These pretty orange flowers bloom their hearts out in our garden every year!
They are Geum perennial flowers and I planted them years ago in our backyard.
Because they are perennials, I enjoy watching them return every year without any work on my part!
These are the kinds of plants we love, right?
This guide will provide you with everything you need to know to enjoy growing Geum.
Part of the fun is choosing which ones you want to grow, as there are many colors and varieties to choose from!
Geum Perennial Flowers Gardening Guide
Table of Contents
Is Geum a perennial?
Geum is a perennial flower, meaning it will grow back every year in your garden. Many Geum varieties are evergreen, but not all. Individual results depend on your Winter climate, gardening zone, and Mother Nature in general.
My favorite Geum — which is featured in these images from our garden — is Totally Tangerine Geum, which is an evergreen perennial. Here in Zone 7, southern New Jersey, the leaves stay mostly evergreen all Winter long, although they do begin to look a bit ragged by late Winter.
Remember: Always read plant labels and talk to your garden nursery experts who are truly fonts of garden knowledge!
How is Geum pronounced?
Geum is pronounced like JEE-um.
Another common name for Geum is Avens, which sounds like A-venz, where the “A” is pronounced like the A in Apple.
(You may find some garden nurseries of catalogs refer to these plants as Avens instead of Geum, but I mostly see the name Geum used.)
Geum belongs to the Rose family
When you look closely at Geum flowers, it’s no surprise that Geum belongs to the rose family of plants.
As an example, you can see below how the flowers resemble roses while Geum’s flower buds look very similar to rosebuds.
Geum perennial flowers may be single, semi-double, or double in hues of orange, yellow, red, pink and even some in pale cream as well.
The pale purple color of Alliums provides a soothing color contrast to the vibrancy of the red and orange Geum flowers!
Geum Leaves and Stems
Geum perennial flowers appear on skinny stems that seem to rise up overnight from the base of the lush green foliage. Each stem has a few off-shoots, providing many flowers per stem.
Geum leaves start out round and become more pointed as they grow:
Geum’s stems are hairy, and stand up tall from the base of the plant:
Geum’s leaves, which feel fuzzy as well, are semi-evergreen to evergreen depending upon your climate zone.

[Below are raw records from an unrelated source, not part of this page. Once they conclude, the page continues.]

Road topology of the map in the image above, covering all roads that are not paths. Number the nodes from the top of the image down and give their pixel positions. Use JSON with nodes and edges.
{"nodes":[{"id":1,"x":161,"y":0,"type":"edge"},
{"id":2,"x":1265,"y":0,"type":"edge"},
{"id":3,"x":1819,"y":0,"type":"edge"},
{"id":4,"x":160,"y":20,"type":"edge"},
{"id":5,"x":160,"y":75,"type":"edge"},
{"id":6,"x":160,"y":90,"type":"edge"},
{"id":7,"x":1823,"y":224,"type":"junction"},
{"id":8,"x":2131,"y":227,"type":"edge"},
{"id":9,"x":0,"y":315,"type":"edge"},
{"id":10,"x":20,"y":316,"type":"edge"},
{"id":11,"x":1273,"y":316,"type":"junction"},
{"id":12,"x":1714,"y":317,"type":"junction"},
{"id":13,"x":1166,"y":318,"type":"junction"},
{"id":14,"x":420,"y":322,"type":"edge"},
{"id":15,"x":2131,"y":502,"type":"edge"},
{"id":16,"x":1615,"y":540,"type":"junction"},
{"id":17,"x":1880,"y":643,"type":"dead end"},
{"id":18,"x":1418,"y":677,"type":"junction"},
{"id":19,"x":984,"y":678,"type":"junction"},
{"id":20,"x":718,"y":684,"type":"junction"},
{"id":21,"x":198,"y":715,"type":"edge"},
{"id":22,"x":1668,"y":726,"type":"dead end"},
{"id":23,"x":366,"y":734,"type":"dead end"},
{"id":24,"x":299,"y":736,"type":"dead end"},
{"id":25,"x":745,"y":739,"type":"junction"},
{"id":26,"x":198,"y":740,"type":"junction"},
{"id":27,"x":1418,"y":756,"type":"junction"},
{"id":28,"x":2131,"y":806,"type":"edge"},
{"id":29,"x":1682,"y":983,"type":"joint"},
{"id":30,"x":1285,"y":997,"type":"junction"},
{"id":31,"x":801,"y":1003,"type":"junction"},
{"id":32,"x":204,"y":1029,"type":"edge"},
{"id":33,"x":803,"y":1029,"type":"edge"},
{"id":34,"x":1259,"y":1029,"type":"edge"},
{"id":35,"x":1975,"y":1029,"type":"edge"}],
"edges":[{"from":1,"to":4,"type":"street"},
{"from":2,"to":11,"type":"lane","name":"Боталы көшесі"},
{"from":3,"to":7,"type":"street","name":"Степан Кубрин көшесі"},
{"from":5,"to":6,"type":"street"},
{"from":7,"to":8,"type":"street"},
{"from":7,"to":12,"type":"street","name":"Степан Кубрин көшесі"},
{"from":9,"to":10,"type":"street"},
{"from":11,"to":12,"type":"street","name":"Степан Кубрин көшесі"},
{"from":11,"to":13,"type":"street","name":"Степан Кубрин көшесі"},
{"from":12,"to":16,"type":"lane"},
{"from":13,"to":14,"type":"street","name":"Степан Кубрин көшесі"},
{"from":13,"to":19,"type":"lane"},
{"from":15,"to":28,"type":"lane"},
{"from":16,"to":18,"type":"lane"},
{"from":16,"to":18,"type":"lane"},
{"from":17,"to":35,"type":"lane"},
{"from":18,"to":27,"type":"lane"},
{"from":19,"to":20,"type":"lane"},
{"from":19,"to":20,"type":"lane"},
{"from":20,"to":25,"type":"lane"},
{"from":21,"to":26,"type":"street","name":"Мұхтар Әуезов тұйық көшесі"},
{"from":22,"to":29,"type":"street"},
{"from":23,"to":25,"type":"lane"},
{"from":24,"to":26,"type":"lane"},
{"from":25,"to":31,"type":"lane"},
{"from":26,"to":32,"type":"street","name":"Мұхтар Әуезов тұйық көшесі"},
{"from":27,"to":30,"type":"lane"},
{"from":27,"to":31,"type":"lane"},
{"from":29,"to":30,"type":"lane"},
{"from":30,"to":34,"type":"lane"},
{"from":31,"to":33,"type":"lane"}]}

The image below is from January 2019, without removing any of the dead leaves that are mixed in with the Geum plant. While the plant leaves look a bit sad, it won’t take much to clean this plant up in the early Spring.
Notice the blue arrow pointing at new green growth, happening in January! Just goes to show you that anything can happen in the garden, right?

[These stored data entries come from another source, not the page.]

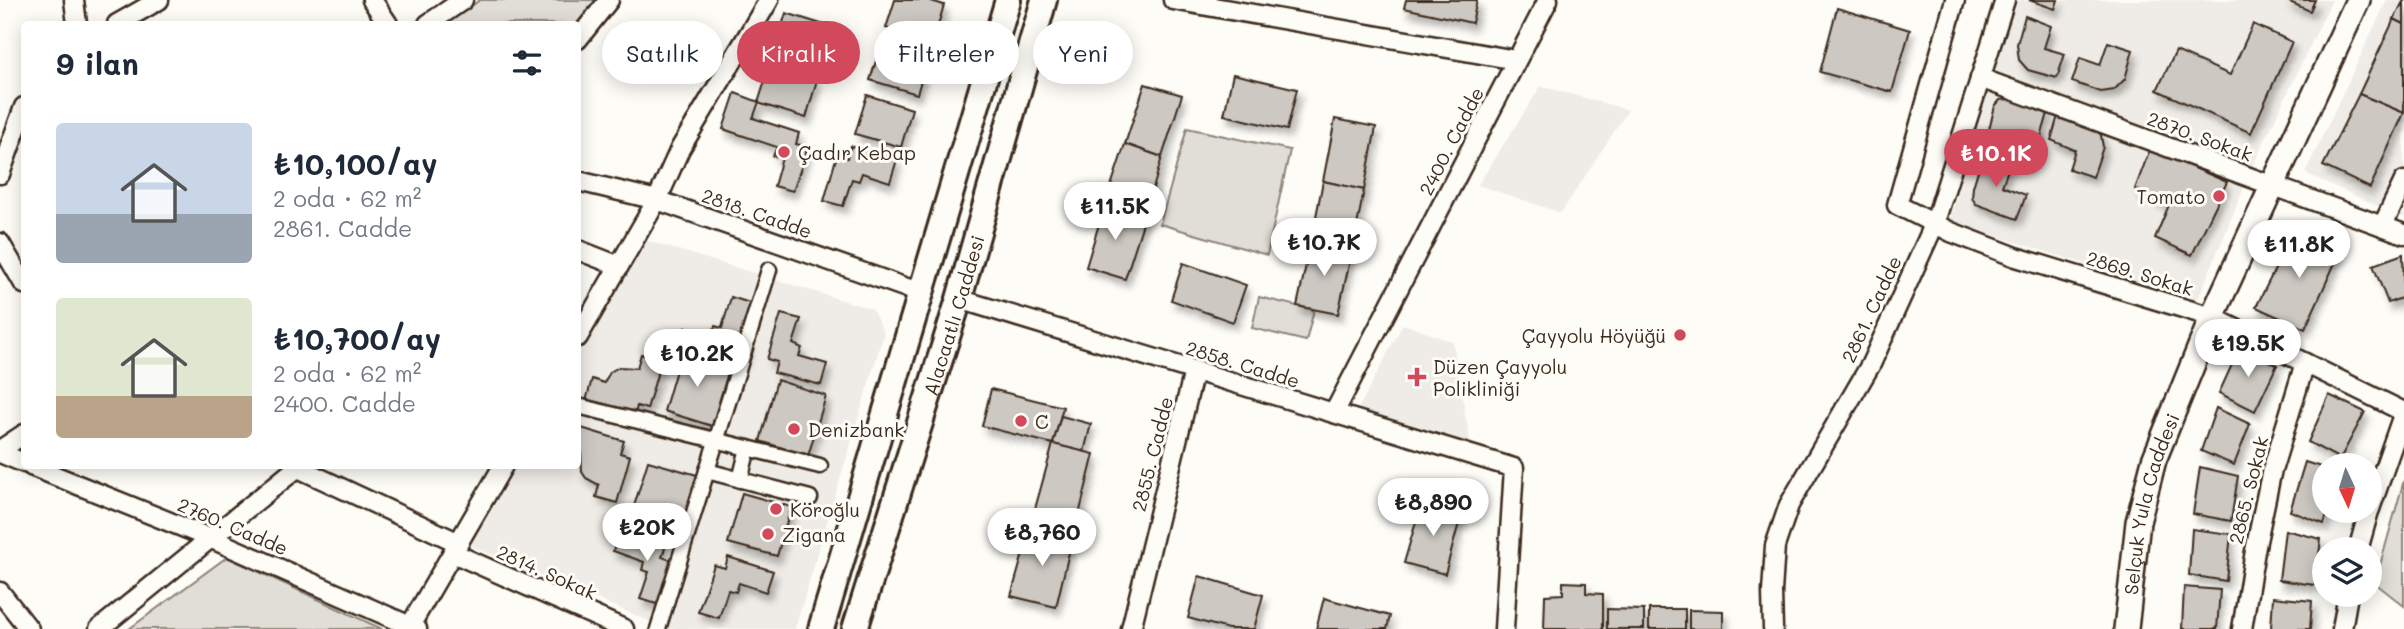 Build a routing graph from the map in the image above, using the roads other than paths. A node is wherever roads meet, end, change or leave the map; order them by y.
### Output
1 (74, 0) edge
2 (159, 0) edge
3 (372, 0) edge
4 (463, 0) edge
5 (609, 0) edge
6 (769, 0) edge
7 (1008, 0) edge
8 (1044, 0) edge
9 (1173, 0) edge
10 (1548, 0) edge
11 (1955, 0) edge
12 (2005, 0) edge
13 (2358, 0) edge
14 (77, 21) edge
15 (122, 21) edge
16 (386, 21) edge
17 (432, 21) edge
18 (581, 35) edge
19 (1516, 60) junction
20 (1980, 78) junction
21 (21, 115) edge
22 (0, 174) edge
23 (2404, 181) edge
24 (581, 182) edge
25 (2273, 185) junction
26 (657, 200) junction
27 (1934, 225) junction
28 (2383, 225) junction
29 (2404, 234) edge
30 (0, 243) edge
31 (581, 251) edge
32 (619, 266) junction
33 (769, 270) dead end
34 (21, 279) edge
35 (921, 293) junction
36 (959, 299) junction
37 (2212, 317) junction
38 (581, 332) edge
39 (2305, 363) junction
40 (1194, 371) junction
41 (581, 407) edge
42 (2404, 412) edge
43 (1334, 413) junction
44 (21, 437) edge
45 (717, 440) junction
46 (748, 448) junction
47 (0, 452) edge
48 (21, 462) edge
49 (820, 466) dead end
50 (38, 469) edge
51 (292, 469) edge
52 (301, 469) edge
53 (501, 469) edge
54 (707, 471) junction
55 (2382, 474) edge
56 (740, 480) junction
57 (810, 498) dead end
58 (212, 539) junction
59 (456, 548) junction
60 (0, 592) edge
61 (2346, 607) edge
62 (413, 628) edge
63 (29, 629) edge
64 (99, 629) edge
65 (624, 629) edge
66 (659, 629) edge
67 (821, 629) edge
68 (855, 629) edge
69 (1131, 629) edge
70 (1504, 629) edge
71 (1773, 629) edge
72 (2126, 629) edge
73 (2242, 629) edge
74 (2342, 629) edge

1 - 14 street
2 - 15 street
3 - 16 street
4 - 17 street
5 - 18 street
6 - 26 street
7 - 35 main road, Alacaatlı Caddesi
8 - 36 main road, Alacaatlı Caddesi
9 - 19 street
10 - 19 street, 2400. Cadde
11 - 27 street, 2869. Sokak
12 - 20 street, 2861. Cadde
13 - 25 street, Selçuk Yula Caddesi
19 - 43 street, 2400. Cadde
20 - 25 street, 2870. Sokak
20 - 27 street, 2861. Cadde
21 - 22 street
23 - 28 street
24 - 26 street, 2818. Cadde
25 - 28 street, 2870. Sokak
25 - 37 street, Selçuk Yula Caddesi
26 - 32 street
26 - 35 street, 2818. Cadde
27 - 37 street, 2869. Sokak
27 - 71 street, 2861. Cadde
28 - 29 street, 2870. Sokak
30 - 34 street
31 - 32 street
32 - 38 street
33 - 45 street
35 - 67 main road, Alacaatlı Caddesi
36 - 40 street, 2858. Cadde
36 - 68 main road, Alacaatlı Caddesi
37 - 39 street, 2869. Sokak
37 - 72 street, Selçuk Yula Caddesi
39 - 42 street, 2869. Sokak
39 - 73 street, 2865. Sokak
40 - 43 street, 2858. Cadde
40 - 69 street, 2855. Cadde
41 - 45 street
42 - 55 street
43 - 70 street, 2858. Cadde
44 - 47 street
45 - 46 street
45 - 54 street
46 - 49 street
46 - 56 street
47 - 48 street
50 - 58 street, 2760. Cadde
51 - 58 street
52 - 59 street, 2814. Sokak
53 - 59 street
54 - 56 street
54 - 66 street
56 - 57 street
58 - 62 street, 2760. Cadde
58 - 64 street
59 - 62 street
59 - 65 street, 2814. Sokak
60 - 63 street
61 - 74 street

In our backyard gardens, I sometimes leave the fallen leaves around the plants as a mulch covering for the Winter. Once the dead leaves are removed — including from the plant itself — you’ll see new growth sprouting up from the protective covering.
That time I didn’t clean up the Geums right away . . .

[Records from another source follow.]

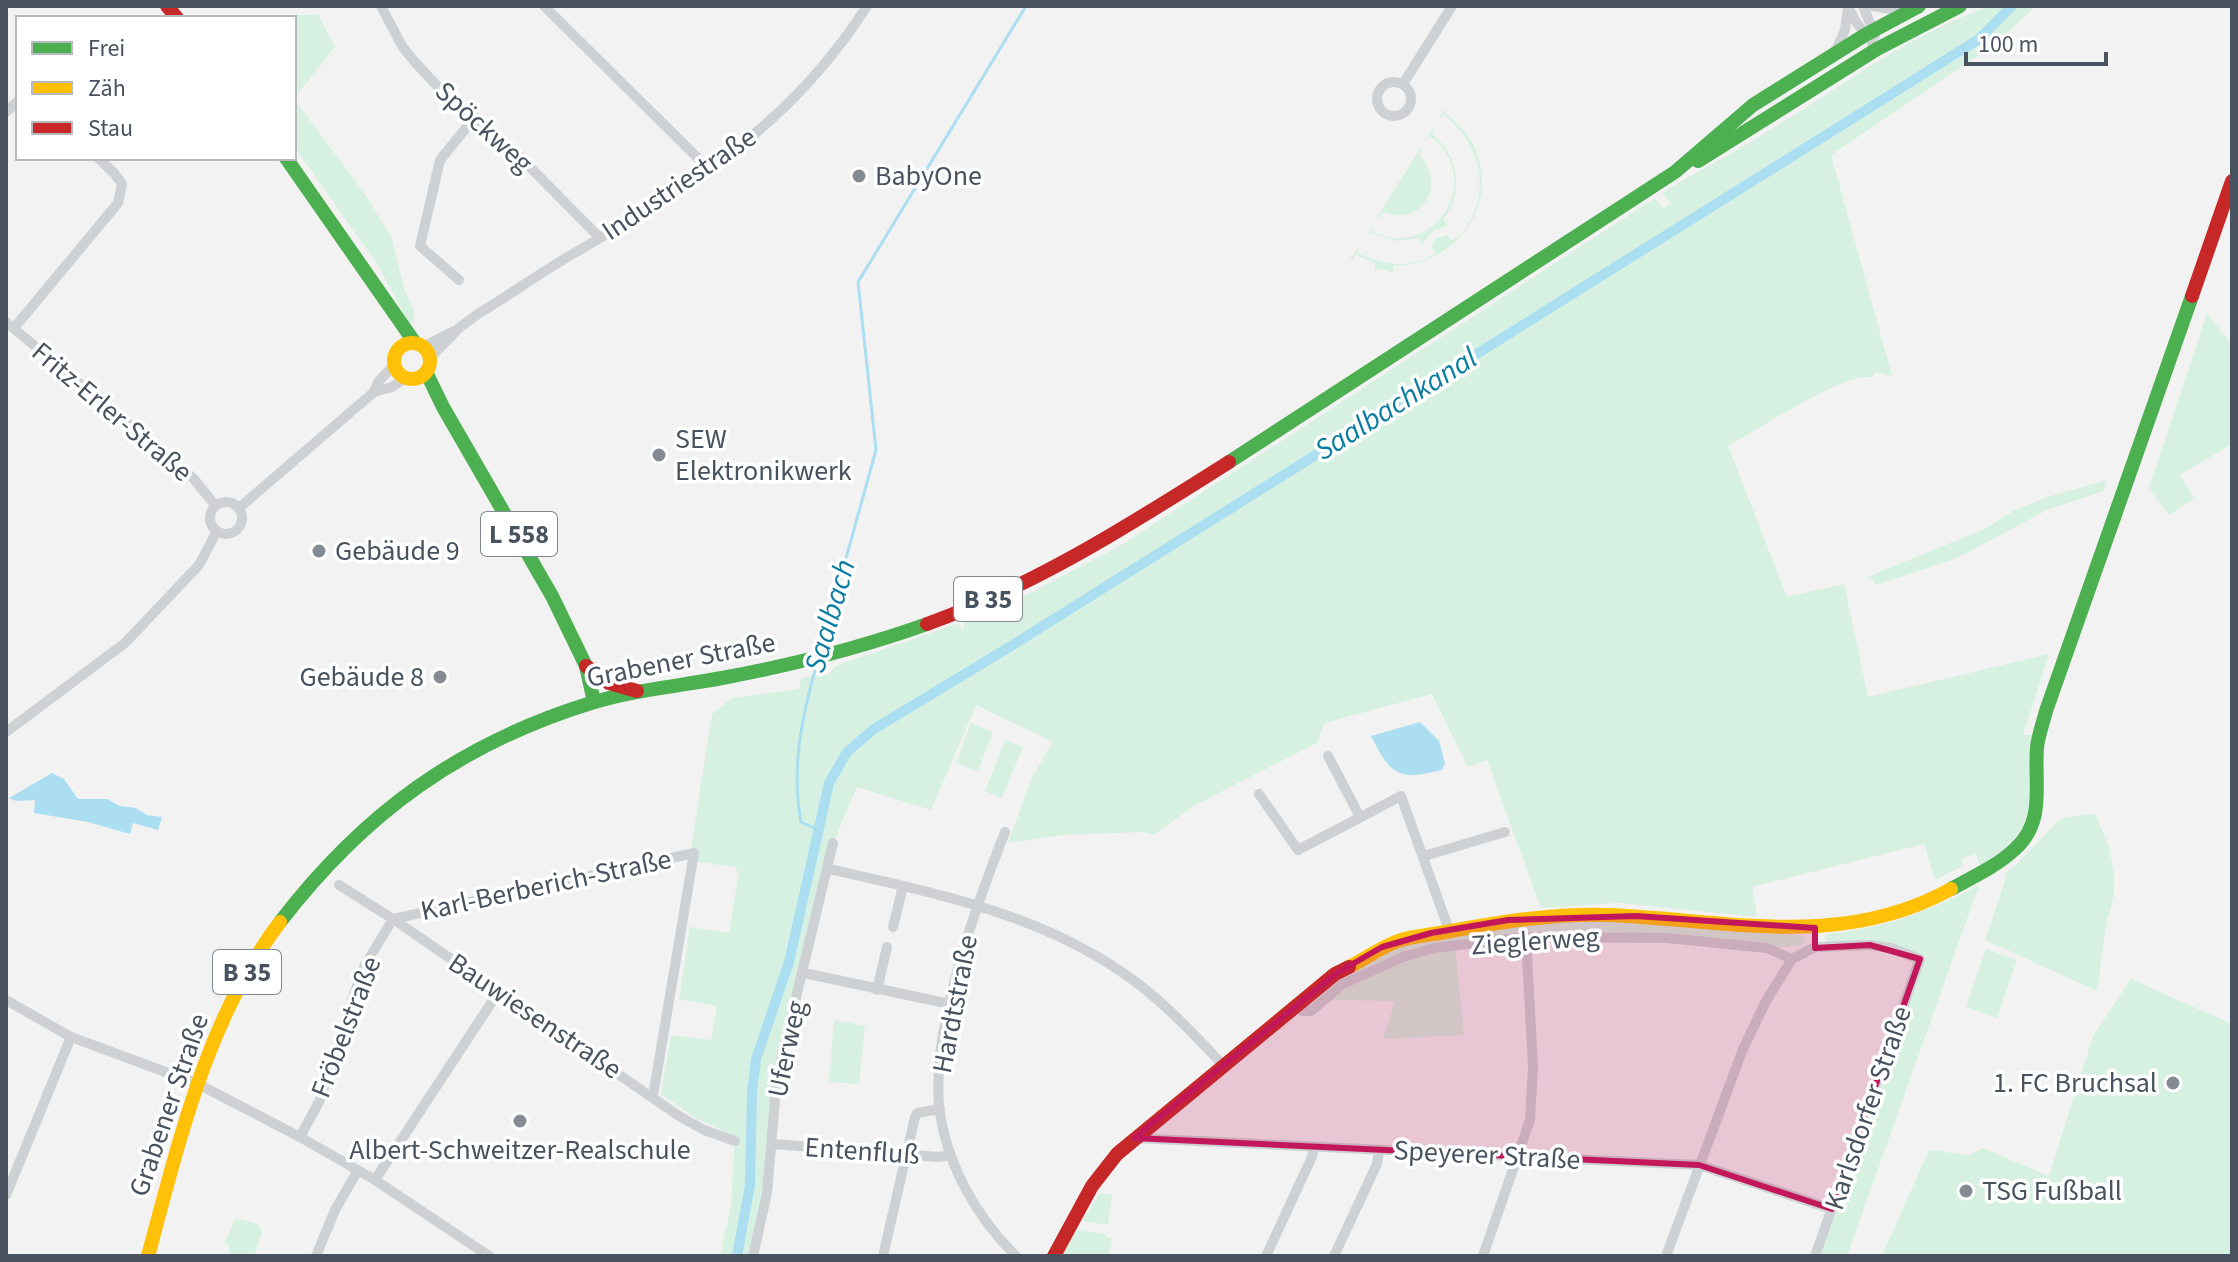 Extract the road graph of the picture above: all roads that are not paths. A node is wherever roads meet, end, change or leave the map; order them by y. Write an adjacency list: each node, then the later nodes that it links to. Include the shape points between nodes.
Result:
1 (381, 6): 14 (street, Spöckweg, via 413,60)
2 (544, 6): 17 (street)
3 (867, 6): 17 (street, Industriestraße, via 806,87)
4 (1452, 6): 13 (street)
5 (1848, 6): 10 (street); 12 (street)
6 (1863, 6): 10 (street)
7 (1873, 6): 8 (street)
8 (1918, 6): 10 (main road)
9 (1960, 6): 11 (main road)
10 (1870, 32): 11 (street); 12 (main road, B 35)
11 (1877, 49): 18 (main road, B 35)
12 (1835, 53): 18 (main road, B 35, via 1753,105)
13 (1403, 84)
14 (475, 117): 20 (street, Spöckweg); 21 (street, via 440,160 420,246)
15 (100, 160): 22 (street, via 122,184 118,203)
16 (287, 160): 23 (main road, L 558, via 387,306)
17 (710, 170): 20 (street, Industriestraße)
18 (1675, 172): 30 (main road, Grabener Straße / B 35, via 1151,512 1031,580 931,623 831,654)
19 (2232, 181): 46 (main road, via 2046,711 2037,747 2038,803 2031,828 2017,848 1928,902 1860,923)
20 (600, 238): 23 (street, Industriestraße)
21 (459, 280)
22 (10, 325): 26 (street, Fritz-Erler-Straße, via 193,478)
23 (416, 361): 24 (main road, via 396,353); 25 (street, via 392,387); 29 (main road, L 558, via 527,550)
24 (394, 365): 25 (street)
25 (374, 392): 27 (street)
26 (215, 505): 27 (street, via 228,501); 28 (street, via 209,518)
27 (239, 508): 28 (street, via 242,520 237,530)
28 (217, 531): 32 (street, via 199,565 125,643)
29 (586, 666): 30 (main road, B 35, via 609,683); 31 (main road, L 558)
30 (643, 693): 31 (main road, Grabener Straße / B 35)
31 (594, 702): 60 (main road, Grabener Straße / B 35, via 474,751 399,797 360,829 291,905 249,966)
32 (6, 732)
33 (1328, 756): 35 (street)
34 (1259, 794): 35 (street, via 1298,850)
35 (1360, 817): 39 (street, via 1401,796)
36 (1005, 832): 43 (street, Hardtstraße)
37 (1505, 832): 39 (street)
38 (833, 843): 40 (street, Uferweg)
39 (1424, 856): 47 (street)
40 (829, 869): 42 (street); 52 (street, Uferweg)
41 (339, 885): 44 (street, Bauwiesenstraße)
42 (903, 886): 43 (street); 45 (street)
43 (976, 904): 56 (street, Hardtstraße); 59 (street, via 1040,927 1103,960 1158,1000)
44 (393, 919): 54 (street, Bauwiesenstraße); 61 (street, Karl-Berberich-Straße, via 694,853); 63 (street, Fröbelstraße, via 362,970 320,1100)
45 (893, 927)
46 (1815, 928): 47 (main road, via 1607,915 1508,920); 50 (street)
47 (1449, 930): 57 (main road, via 1382,947 1335,974)
48 (1526, 937): 51 (street, Zieglerweg, via 1667,938 1767,948); 57 (street, Zieglerweg, via 1403,957 1343,984 1311,1011); 71 (street, via 1533,1093)
49 (887, 947): 53 (street)
50 (1815, 947): 51 (street); 76 (street, Karlsdorfer Straße, via 1870,945 1920,959)
51 (1792, 959): 72 (street, via 1754,1025)
52 (804, 973): 53 (street); 66 (street, Uferweg, via 777,1077)
53 (877, 990): 56 (street)
54 (499, 991): 61 (street, Bauwiesenstraße); 74 (street)
55 (6, 1000): 58 (street)
56 (950, 1004): 62 (street, Hardtstraße)
57 (1295, 1006): 59 (main road)
58 (71, 1037): 60 (street); 75 (street)
59 (1224, 1066): 64 (main road)
60 (198, 1084): 63 (street); 78 (main road, Grabener Straße / B 35)
61 (653, 1096): 65 (street, Bauwiesenstraße, via 704,1130)
62 (940, 1109): 69 (street, via 917,1113); 70 (street, Hardtstraße)
63 (300, 1137): 73 (street)
64 (1134, 1138): 67 (street, Speyerer Straße); 84 (main road, via 1092,1186)
65 (735, 1141)
66 (773, 1144): 69 (street, Entenfluß); 81 (street, Uferweg)
67 (1314, 1147): 68 (street, Speyerer Straße); 85 (street)
68 (1379, 1150): 71 (street, Speyerer Straße); 86 (street)
69 (906, 1154): 70 (street, Entenfluß); 82 (street)
70 (951, 1155): 83 (street, Hardtstraße, via 974,1203)
71 (1519, 1156): 72 (street, Speyerer Straße); 77 (street)
72 (1699, 1165): 76 (street, Speyerer Straße); 87 (street)
73 (358, 1170): 74 (street); 79 (street)
74 (375, 1180): 80 (street)
75 (6, 1195)
76 (1832, 1209): 88 (street, Karlsdorfer Straße)
77 (1485, 1255)
78 (148, 1256)
79 (316, 1256)
80 (489, 1256)
81 (753, 1256)
82 (883, 1256)
83 (1016, 1256)
84 (1054, 1256)
85 (1266, 1256)
86 (1334, 1256)
87 (1666, 1256)
88 (1815, 1256)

A few years ago, I didn’t get around to the backyard gardening chores quick enough in the Spring, having spent so much time making the front gardens look nice.
Because of this, the Geum grew up through any dead parts of the plant and almost hid them. I was able to just grab the handful you see in the image below and pull them right off. Easy peasy cleanup!
(Maybe it pays to get behind in our Spring cleanup?)
Further down this page are the growing requirements for Geum perennial flowers, so keep reading!
Popular Geum Varieties
Although there are approximately 50+ species of Geum, not all of them are commonly grown.
However, it seems like there are new introductions being developed quite regularly.
I’m sharing just a few of my favorites below, and hope these examples demonstrate how beautiful each color is.
Geum perennial flowers are truly outstanding plants for your garden!
Geum Cocktail Series
The Geum Cocktail Series was developed and bred by Brent Horvath of Intrinsic Perennial Gardens.
Each Geum variety in the series is named after popular cocktails such as . . .
. . . Geum Mai Tai
Mai Tai has ruffled, semi-double to single apricot flowers blushed with rose that lighten to peach as they mature.
. . . Banana Daiquiri Geum
Banana Daiquiri has ruffled, soft lemon-yellow single and semi-double blooms.
I have my eye on Banana Daiquiri Geums — this shade of yellow is soooooooo eye-catching!
. . . Geum Sangria
Sangria produces single to semi-double vivid red flowers.
. . . plus many others like Tequila Sunrise, Limoncello, Dark and Stormy, Cosmopolitan, Champagne and more.
Imagine the colors of the drinks, and you can imagine the Cocktail Geum flowers in shades of yellow, red, orange, apricot, pink and everything in between.
You can see the entire Cocktail Series on the company’s Geum Pinterest Board. They are each so beautiful!
Geum Totally Tangerine
My current favorite Geum variety is Totally Tangerine. The single blooms of Totally Tangerine are a pretty light-orange shade with hints of red on the petals.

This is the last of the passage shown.